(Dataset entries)
BEGIN

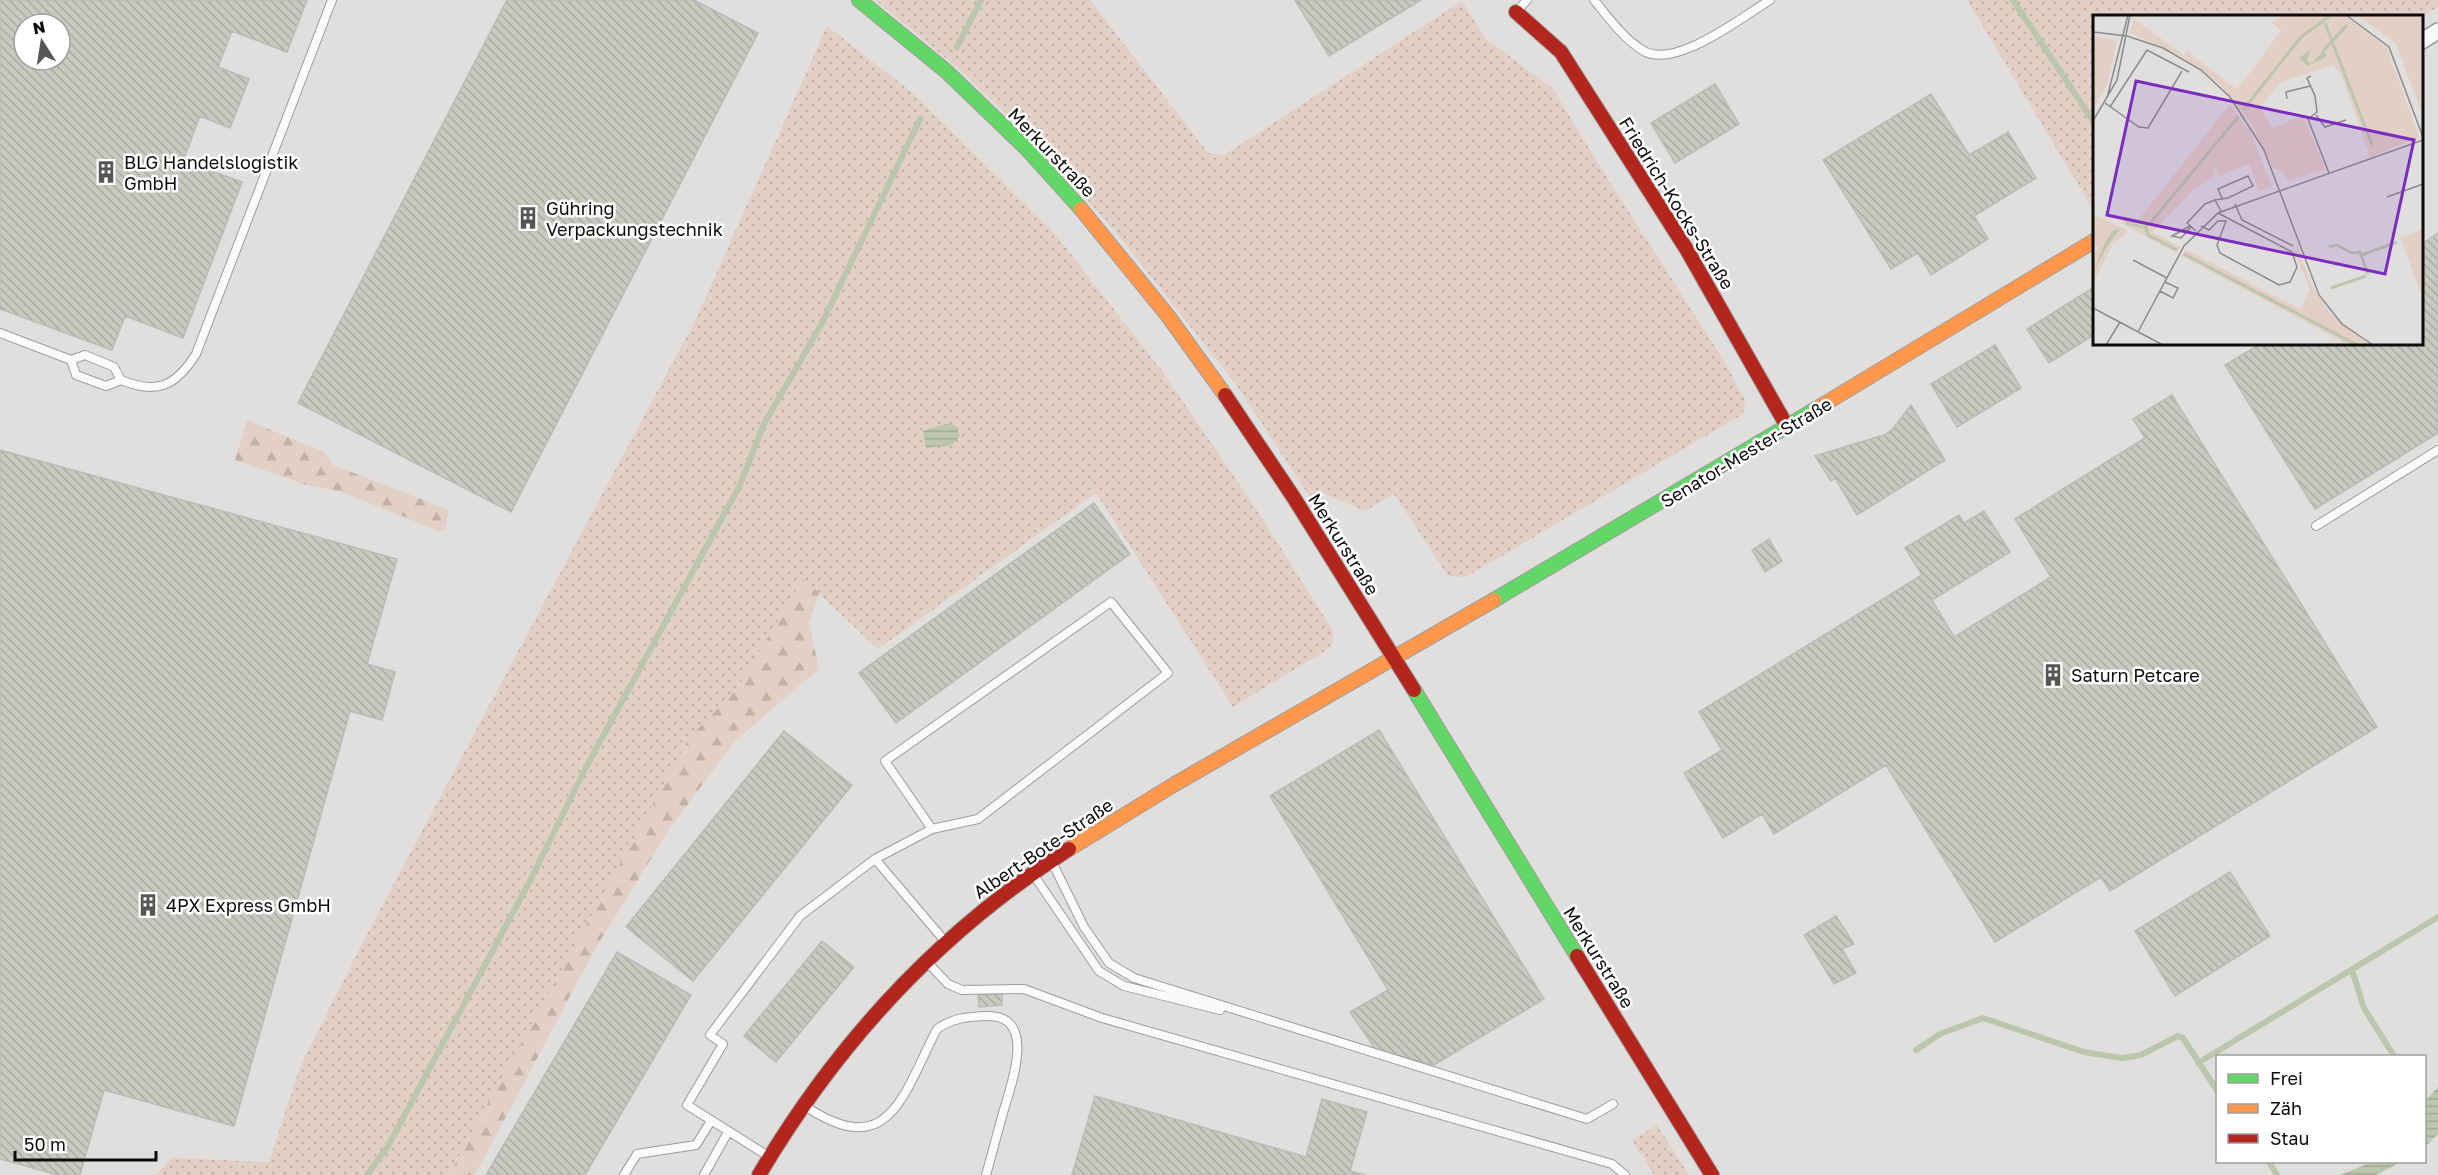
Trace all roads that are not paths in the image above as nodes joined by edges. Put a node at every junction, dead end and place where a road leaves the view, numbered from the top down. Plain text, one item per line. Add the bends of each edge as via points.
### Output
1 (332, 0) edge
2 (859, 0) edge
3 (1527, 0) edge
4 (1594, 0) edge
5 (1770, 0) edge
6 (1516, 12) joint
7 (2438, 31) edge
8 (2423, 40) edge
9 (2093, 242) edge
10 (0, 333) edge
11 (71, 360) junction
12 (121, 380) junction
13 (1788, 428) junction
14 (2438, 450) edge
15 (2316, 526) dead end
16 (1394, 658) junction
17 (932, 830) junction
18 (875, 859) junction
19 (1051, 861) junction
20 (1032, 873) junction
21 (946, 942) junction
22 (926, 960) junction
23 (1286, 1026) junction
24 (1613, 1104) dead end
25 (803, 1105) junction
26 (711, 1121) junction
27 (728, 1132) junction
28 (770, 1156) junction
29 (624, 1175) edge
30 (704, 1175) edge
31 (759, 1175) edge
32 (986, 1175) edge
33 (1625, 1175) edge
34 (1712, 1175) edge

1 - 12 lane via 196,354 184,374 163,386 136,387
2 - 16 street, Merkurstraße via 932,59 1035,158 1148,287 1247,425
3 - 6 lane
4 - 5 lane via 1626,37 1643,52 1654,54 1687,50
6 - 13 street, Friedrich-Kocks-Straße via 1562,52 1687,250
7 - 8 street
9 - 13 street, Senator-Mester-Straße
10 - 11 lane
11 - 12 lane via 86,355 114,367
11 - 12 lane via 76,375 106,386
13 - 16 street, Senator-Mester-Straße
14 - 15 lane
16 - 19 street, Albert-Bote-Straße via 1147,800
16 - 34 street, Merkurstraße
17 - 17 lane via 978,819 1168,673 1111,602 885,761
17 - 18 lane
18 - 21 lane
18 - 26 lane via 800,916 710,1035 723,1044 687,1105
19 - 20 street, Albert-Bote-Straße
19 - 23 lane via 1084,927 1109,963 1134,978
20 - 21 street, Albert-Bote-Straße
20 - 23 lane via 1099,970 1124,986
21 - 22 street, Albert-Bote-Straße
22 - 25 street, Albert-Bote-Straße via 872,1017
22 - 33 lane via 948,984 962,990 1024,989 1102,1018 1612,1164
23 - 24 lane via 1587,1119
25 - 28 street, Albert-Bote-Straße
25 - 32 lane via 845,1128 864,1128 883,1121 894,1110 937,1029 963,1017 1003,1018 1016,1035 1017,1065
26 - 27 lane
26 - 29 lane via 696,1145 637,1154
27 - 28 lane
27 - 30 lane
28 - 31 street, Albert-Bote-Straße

END

▸ Exercise prompt: Where a line of the entries above holds the word "Mester", return that line.

▸ Exercise answer:
9 - 13 street, Senator-Mester-Straße
13 - 16 street, Senator-Mester-Straße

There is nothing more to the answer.